As previously discussed, implant impressions are divided into closed-tray and open-tray methods. Closed-tray implant impressions are subdivided into 2 types based on whether the final stock
abutment is present. Many implant companies have made available “snap-on” type impression components to match the stock abutment heads in their product offering. These allow the abutment head to be placed and left intraorally. A plastic impression head is then snapped onto the abutment and is picked up in the impression. Upon removal of the impression with the embedded coping, an analog replicating the abutment head is snapped into the coping in the impression and the master cast is fabricated (Figure 7). It is recommended that with this method, a universal body impression material is selected, as it must have sufficient stiffness in order to retain the plastic impression coping when removed intraorally.
The other form of closed-tray impression involves fixating a metal impression head to the implant and then taking the impression. Upon setting, the impression is removed. The closed-tray impression head is removed from the implant intraorally. An analog is placed on it, and it is reinserted into the impression. A master model can be fabricated. Unlike the plastic coping method, as the impression coping needs to be reinserted into the impression, it is best to use a medium-body impression material as stiffer materials may hamper insertion of the impression abutment into the impression, affecting the final restoration’s accuracy (Figure 8).

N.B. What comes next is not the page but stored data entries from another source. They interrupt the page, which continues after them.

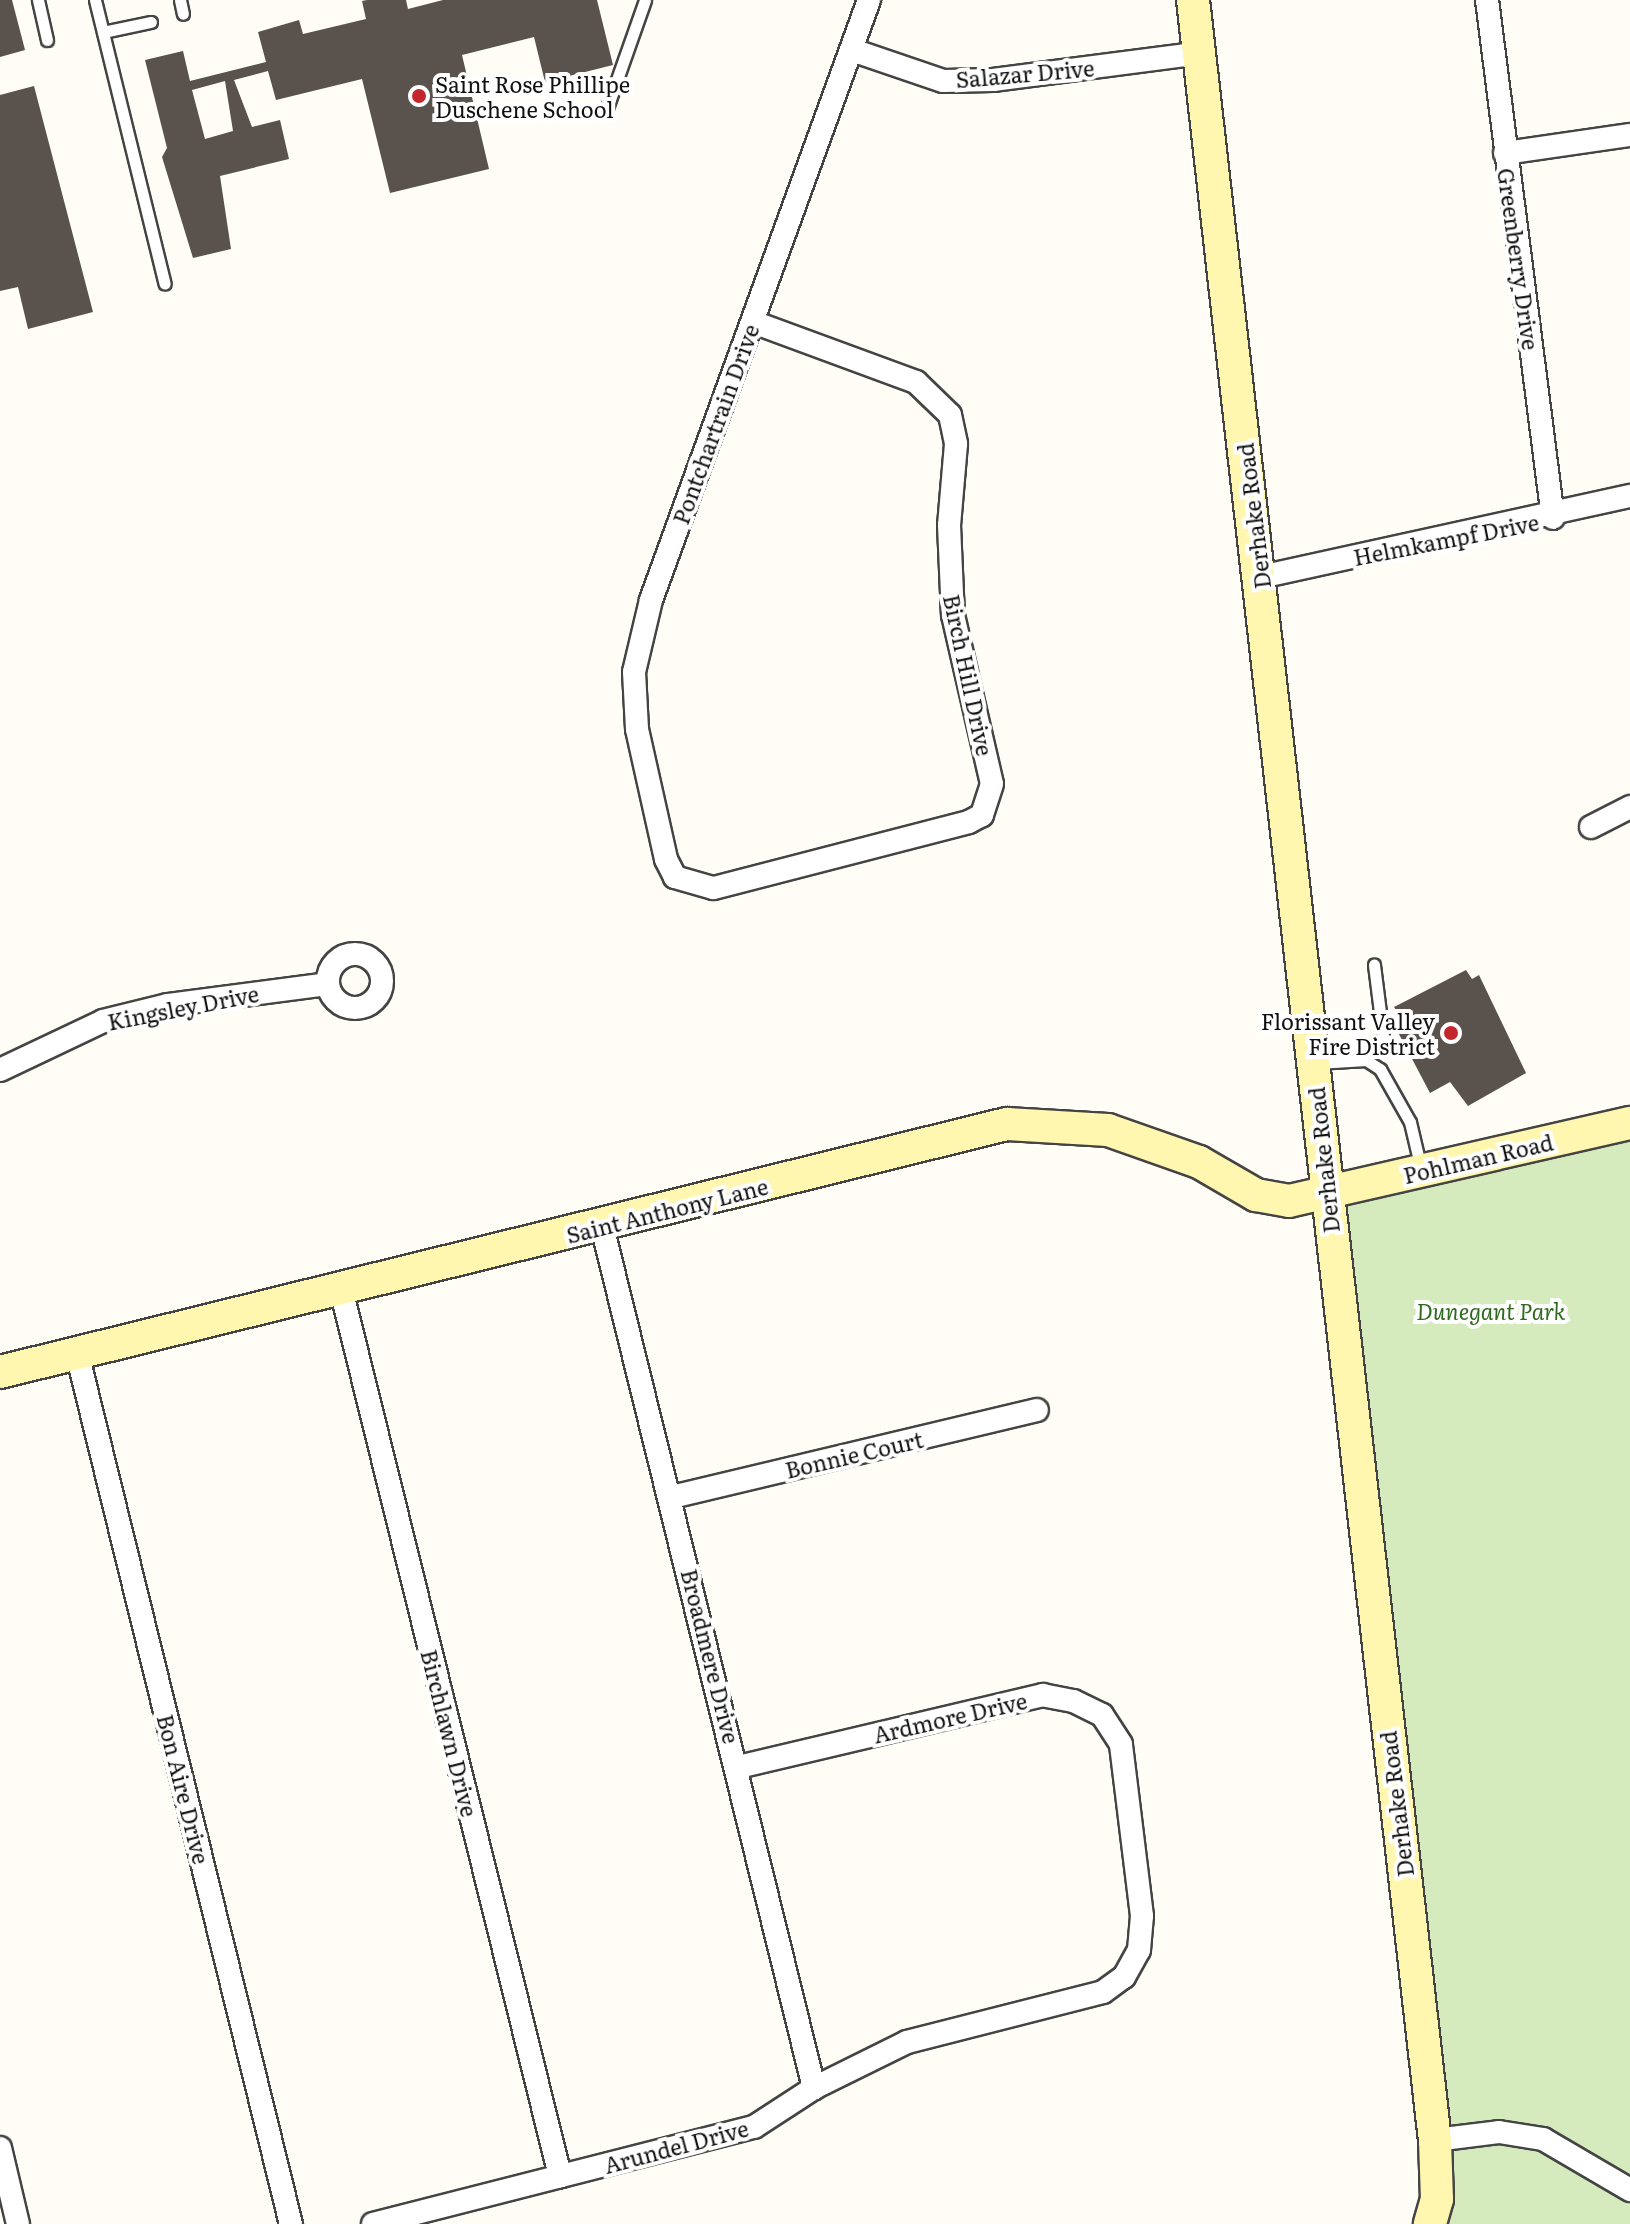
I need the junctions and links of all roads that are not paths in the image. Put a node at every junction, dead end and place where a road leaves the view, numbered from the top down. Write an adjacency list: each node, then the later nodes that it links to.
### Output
1 (38, 0): 11 (lane)
2 (95, 0): 10 (lane)
3 (180, 0): 8 (lane)
4 (645, 0): 14 (lane)
5 (869, 0): 12 (street, Pontchartrain Drive)
6 (1193, 0): 13 (street, Derhake Road)
7 (1487, 0): 16 (street, Greenberry Drive)
8 (183, 14)
9 (151, 22): 10 (lane)
10 (103, 32): 17 (lane)
11 (47, 40)
12 (855, 51): 13 (street, Salazar Drive); 18 (street, Pontchartrain Drive)
13 (1200, 53): 21 (street, Derhake Road)
14 (607, 108)
15 (1630, 135): 16 (street)
16 (1505, 153): 20 (street, Greenberry Drive)
17 (165, 284)
18 (753, 322): 24 (street, Pontchartrain Drive); 24 (street, Birch Hill Drive)
19 (1630, 496): 20 (street, Helmkampf Drive)
20 (1553, 518): 21 (street, Helmkampf Drive)
21 (1261, 577): 28 (street, Derhake Road)
22 (1630, 807): 23 (street)
23 (1591, 827)
24 (666, 859)
25 (1374, 965): 27 (lane)
26 (328, 984): 29 (street, Kingsley Drive)
27 (1366, 1060): 28 (lane); 31 (lane)
28 (1313, 1063): 32 (street, Derhake Road)
29 (0, 1070)
30 (1630, 1123): 31 (street, Pohlman Road)
31 (1422, 1172): 32 (street, Pohlman Road)
32 (1327, 1194): 33 (street, Saint Anthony Lane); 42 (street, Derhake Road)
33 (602, 1226): 34 (street, Saint Anthony Lane); 38 (street, Broadmere Drive)
34 (341, 1289): 35 (street, Saint Anthony Lane); 44 (street, Birchlawn Drive)
35 (77, 1353): 36 (street, Saint Anthony Lane); 47 (street, Bon Aire Drive)
36 (0, 1372)
37 (1037, 1410): 38 (street, Bonnie Court)
38 (672, 1497): 39 (street, Broadmere Drive)
39 (738, 1767): 40 (street, Ardmore Drive); 41 (street, Broadmere Drive)
40 (1103, 1992): 41 (street, Arundel Drive)
41 (814, 2088): 44 (street, Arundel Drive)
42 (1435, 2140): 45 (street); 49 (street, Derhake Road)
43 (0, 2148): 46 (street)
44 (560, 2176): 48 (street, Arundel Drive)
45 (1630, 2190)
46 (18, 2224)
47 (291, 2224)
48 (373, 2224)
49 (1430, 2224)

Open-tray impressions require that the impression abutment be accurately retained within the impression, so utilization of a stiffer material is critical. Use of a universal body or putty works best with this technique. One aspect to remember, prior to removal of the set impression, is that all the long pins must be removed; otherwise, impression removal cannot be accomplished without damage to the impression (Figure 9).
Whether using an open tray or a closed tray, in order to eliminate voids at the gingival aspect of the impression around the impression heads, a small amount of impression material of a less viscous nature is injected before seating the tray filled with impression material. A medium-body material can be used for both the open- and closed-tray techniques. Using an intraoral tip on the impression gun, a small amount of material is placed circumferentially around each impression head. With the open-tray method, it is important that only the gingival aspect of the impression abutment have the medium-body material placed around it so that the stiffer material is in intimate contact with the impression abutment. The tendency is for the practitioner to completely cover the impression coping, which may allow micromovement of the impression abutments in relation to each other, affecting the accuracy sought.
Accuracy in dental treatment starts with good impressions, and mistakes are amplified when errors are present in the impressions that dental offices provide the laboratory. Appropriate selection of both the impression material and tray is an important step.